Они опять переглянулись, и мне показалось — поверили. Я в самом деле жалел, что не удержал Колю, просто не верил в серьезность его плана.

— Ваш приятель — хороший фрукт! Ведь это он устроил издевку над часовым. Вы все покрыли Бакина. И пострадали из-за его глупости. Сейчас опять круговая порука.

Больше мне вопросов не задавали. Начальник конвоя писал протокол. Уполномоченный смотрел на меня. Его взгляд смущал, выводил из себя. Что ему нужно?

— Промыслов Михаил Иванович — отец ваш? — вдруг спросил уполномоченный. Вопрос был неожиданный, я едва не упал.

— Он написал вам? Он хлопочет? Где он? — закричал я.

Уполномоченный молчал. Он пытливо разглядывал меня.

— Что ж вы не отвечаете? — теперь я спрашивал.

— Я когда-то работал под началом Михаила Ивановича. Он в партию меня рекомендовал. Поручился, когда послали в органы. Настоящий большевик. Обидно.

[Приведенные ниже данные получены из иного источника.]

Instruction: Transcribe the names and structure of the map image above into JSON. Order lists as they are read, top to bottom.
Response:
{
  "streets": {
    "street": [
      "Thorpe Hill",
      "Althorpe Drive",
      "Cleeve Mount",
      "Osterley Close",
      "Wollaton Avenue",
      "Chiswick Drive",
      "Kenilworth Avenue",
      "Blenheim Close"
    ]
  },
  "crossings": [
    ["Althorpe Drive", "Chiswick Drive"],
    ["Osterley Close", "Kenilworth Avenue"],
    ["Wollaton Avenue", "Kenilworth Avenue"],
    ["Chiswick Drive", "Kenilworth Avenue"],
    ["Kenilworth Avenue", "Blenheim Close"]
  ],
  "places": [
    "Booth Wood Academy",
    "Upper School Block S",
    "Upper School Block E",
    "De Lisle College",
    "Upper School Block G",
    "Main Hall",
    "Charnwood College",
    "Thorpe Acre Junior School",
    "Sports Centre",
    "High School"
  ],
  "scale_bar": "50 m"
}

— Что обидно? Скажите, где он?

— Обидно, что у него… такой сын.

Уполномоченный крякнул, поднялся и ушел. Начкон продолжал составлять протокол. Он долго, немыслимо долго писал. Меня качало и мутило от усталости, от голода, от горьких мыслей о себе, об отце, о Кольке. Лучше бы не встречаться мне с уполномоченным. Словно отец сам прошел мимо меня. «Обидно, что у него… такой сын». Лучше бы мне убежать с Колькой. А еще лучше умереть.

Наконец начкон протянул листы протокола. Все было правильно написано, замечательным почерком. Я подписал.

Вернулся уполномоченный, он больше не смотрел наменя, я больше для него не существовал.

— Можете вернуться в вагон, — сказал начкон.

А уполномоченный уткнулся в бумаги. Я пошел к выходу и, открыв дверь, за которой стоял боец с винтовкой, повернулся. Не мог, не мог я уйти, не поговорив с этим человеком! Они оба молча смотрели мне вслед.

— Идите, идите, — торопил начкон.

— Ради отца поверьте, не враг я, не враг!

— Промыслов, ступайте!

— Передайте отцу, прошу вас: я ни в чем не посрамил его имени.

— Вы что, не понимаете русского языка?

Я вышел на мороз, к своим. Закоченевшие, полуживые от усталости, голодные, они еще торчали на улице. Меня встретили тревожные взгляды Володи, Зимина, Фетисова.

— Хлопчик, милый, — прошелестел Петро, еле шевеля синими губами. Допрос длился очень долго, они и не надеялись меня увидеть.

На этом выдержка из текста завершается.